La década siguiente produjo dos películas que clarificaron los límites de su enfoque. Il caimano, en 2006, fue una sátira directa de Silvio Berlusconi —o más bien, una película sobre la imposibilidad de hacer una sátira de Berlusconi, que es un tema más interesante. Habemus Papam, en 2011, colocó a Michel Piccoli como un papa que no puede afrontar el cargo, con Moretti como el psicoanalista contratado para ayudarle. Ambas fueron admiradas por su inteligencia y suavemente criticadas por su seguridad. La acusación —que sus películas políticas se andan con rodeos justo en el momento en que el compromiso costaría algo— le ha seguido el tiempo suficiente como para que merezca la pena tomarla en serio. Sus defensores argumentan que el rodeo es el punto, que la ambivalencia honesta es más rara que la convicción. Sus críticos encuentran la evasión cómoda de maneras que no lo era su obra temprana.

Después de Mia Madre, en 2015 —una película sobre una directora que rueda una película mientras su madre se muere, la más autobiográfica de sus obras tardías sin decirlo del todo— y Tre piani en 2021, Il sol dell’avvenire regresó al territorio del metraje. Un director rueda una película de época sobre comunistas húngaros en Roma en 1956, mientras su matrimonio se desmorona y su industria cambia a su alrededor. Era una película sobre el fracaso y el apego que resultaba ser muy divertida en algunos momentos. En abril de 2025, Moretti sufrió un infarto en Roma. Se recuperó. La producción de Succederà questa notte ya había comenzado; la posproducción continuó mientras él se recuperaba.
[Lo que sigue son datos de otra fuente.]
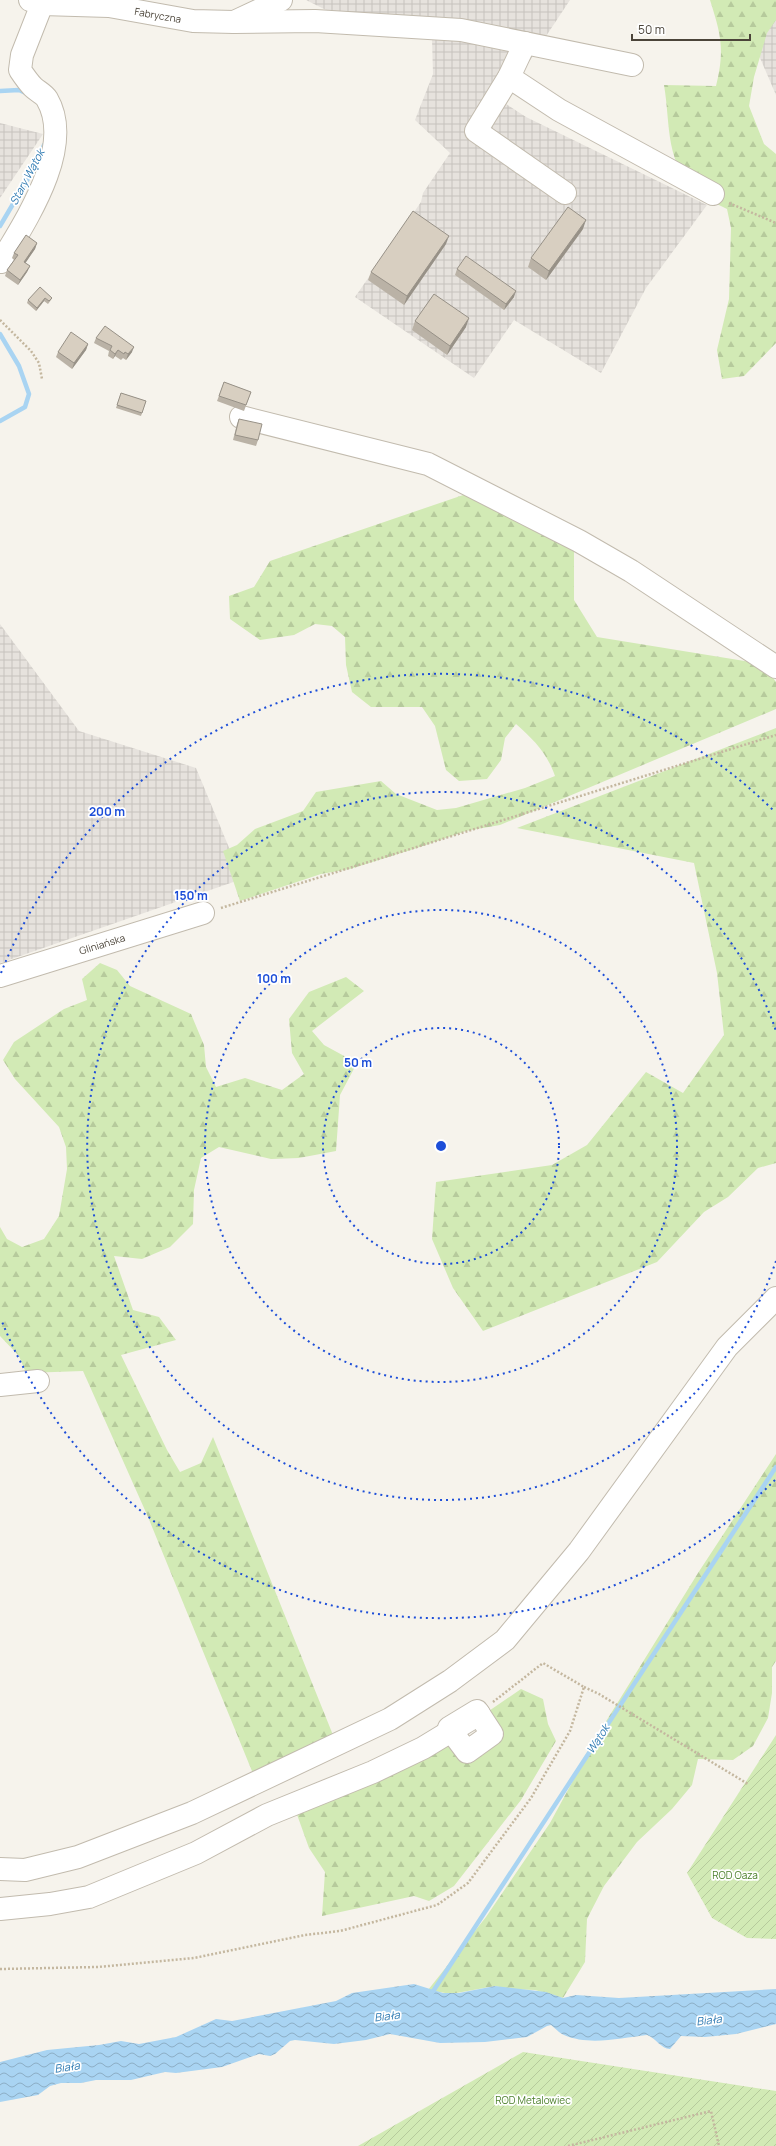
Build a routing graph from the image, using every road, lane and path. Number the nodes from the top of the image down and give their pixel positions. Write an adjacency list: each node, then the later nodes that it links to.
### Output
1 (281, 0): 3 (street, Fabryczna)
2 (36, 2): 3 (street, Fabryczna); 10 (street)
3 (234, 22): 4 (street)
4 (525, 43): 5 (street); 6 (street)
5 (632, 64)
6 (510, 77): 7 (street); 8 (street)
7 (564, 193)
8 (713, 194): 9 (path)
9 (776, 223)
10 (1, 262)
11 (0, 320): 12 (path)
12 (42, 379)
13 (241, 417): 14 (street)
14 (776, 668)
15 (776, 735): 16 (path)
16 (203, 913): 17 (street, Gliniańska)
17 (0, 976)
18 (776, 1298): 24 (street)
19 (38, 1381): 20 (street)
20 (0, 1385)
21 (584, 1687): 22 (path); 23 (path); 26 (path)
22 (479, 1714): 25 (street)
23 (748, 1784)
24 (0, 1869)
25 (0, 1908)
26 (0, 1969)
27 (587, 2142): 28 (path); 29 (path); 30 (path)
28 (568, 2146)
29 (588, 2146)
30 (720, 2146)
Succederà questa notteIt Will Happen Tonight en inglés— se estrenó en la 83ª edición del Festival de Venecia el 5 de septiembre de 2026. Es una historia de amor, basada libremente en la colección de cuentos de Eshkol Nevo Hungry Heart, y está protagonizada por Louis Garrel y Jasmine Trinca. Por primera vez en su carrera, Moretti no aparece en ella. Si el cine que construyó durante cinco décadas —que funcionaba porque insistía en una presencia particular en su centro— sobrevive a esa ausencia es la pregunta que plantea su nueva película. Con otro proyecto, Primo viaggio, ya en desarrollo, parece que la salida del encuadre podría ser definitiva.